Mrs. Crankshaw, when I had offered my services, had been at a loss to find something for me to do. And then Mr. Brandt, the florist, arrived. I spent most of the morning, to my delight, assisting Mr. Brandt in weaving the vines and arranging centerpieces. With the soothing sound of the ocean, the warm sun, and the fragrant flowers I couldn’t have asked for a more pleasant way to spend a summer morning. And to think I’d been worrying Mrs. Crankshaw would’ve had me folding napkins in the Servants’ Hall or doing some such dreary work. When Mr. Brandt was satisfied that all was done to his specifications, I set out to finish my own work. With the silverware, all engraved with an elaborate
M,
glinting in the sun, I set a place card above each china dessert plate, painted with climbing vines of wisteria, purchased exclusively for this party. I was almost finished when I read the name on the card again,
Mrs. Julia Grice
.

Could it be?

I had wondered from the moment I deciphered the new guest names Mrs. Mayhew had given me. Along with Mrs. Grice I’d been pleasantly surprised to read the names of Mrs. Oliver Fry and Miss Elizabeth Shaw, known to me as Miss Lucy and Miss Lizzie, the lovely elderly sisters I’d met in Eureka Springs last fall. I didn’t doubt for a moment that I knew these two ladies. They were two of a kind. Besides, they only wintered in Eureka Springs and called New Haven, Connecticut, home. Yet Miss Lizzie, in our continued correspondence, had never mentioned that she and her sister would be in Newport. I couldn’t wait to see them.

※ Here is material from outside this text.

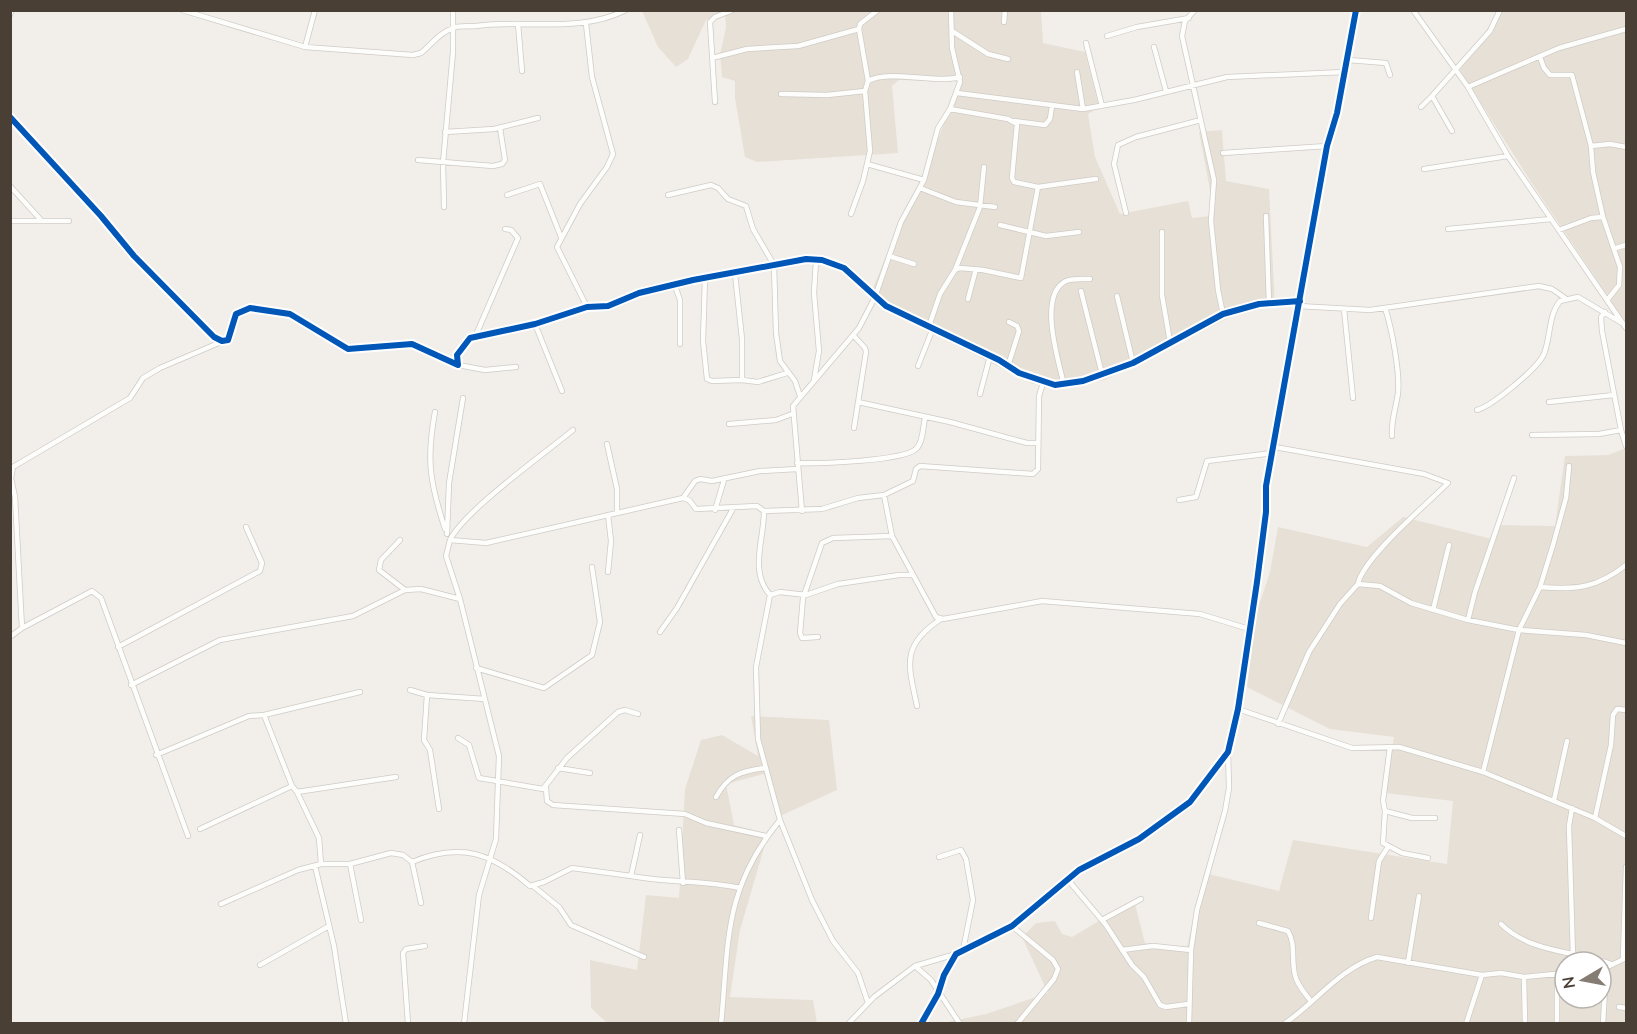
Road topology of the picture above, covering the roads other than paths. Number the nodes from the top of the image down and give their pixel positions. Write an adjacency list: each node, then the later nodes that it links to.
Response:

I finished setting out the place cards. As I began to double-check my work with the names on the seating map in my hand, Mrs. Mayhew arrived outside to survey the progress. Maids and footmen alike had been pressed into service decorating and setting up the tables under the direction of Mr. Davies. Ignoring Mrs. Mayhew, I rechecked Miss Lizzie’s and Miss Lucy’s place cards. The name that came next was Mrs. Julia Grice. As with every time I’d seen the name, it brought Walter to mind. Could it be a relation? But here I was seating Mrs. Grice next to Miss Lizzie. The coincidence struck me as extraordinary, but before I had time to think of it further Mrs. Mayhew, clenching down on her bottom lip, left Davies and headed straight for me. Her expression told me I had done something wrong, but as I glanced at the place markers I was satisfied that she wouldn’t find fault with my effort. Mrs. Mayhew stopped short of me and went to the center table, right in front of the stage, and ripped one of the place markers in half. I glanced at the name on the seating chart I held and read
Gideon Mayhew
.

“Davish! Davies!” Mrs. Mayhew yelled. The butler and I rushed to her side, exchanging glances. “Mr. Mayhew will not be attending this afternoon’s recital.” I had wondered when she would make the news public. Suddenly the woman turned to me. “Davish, what am I to do?”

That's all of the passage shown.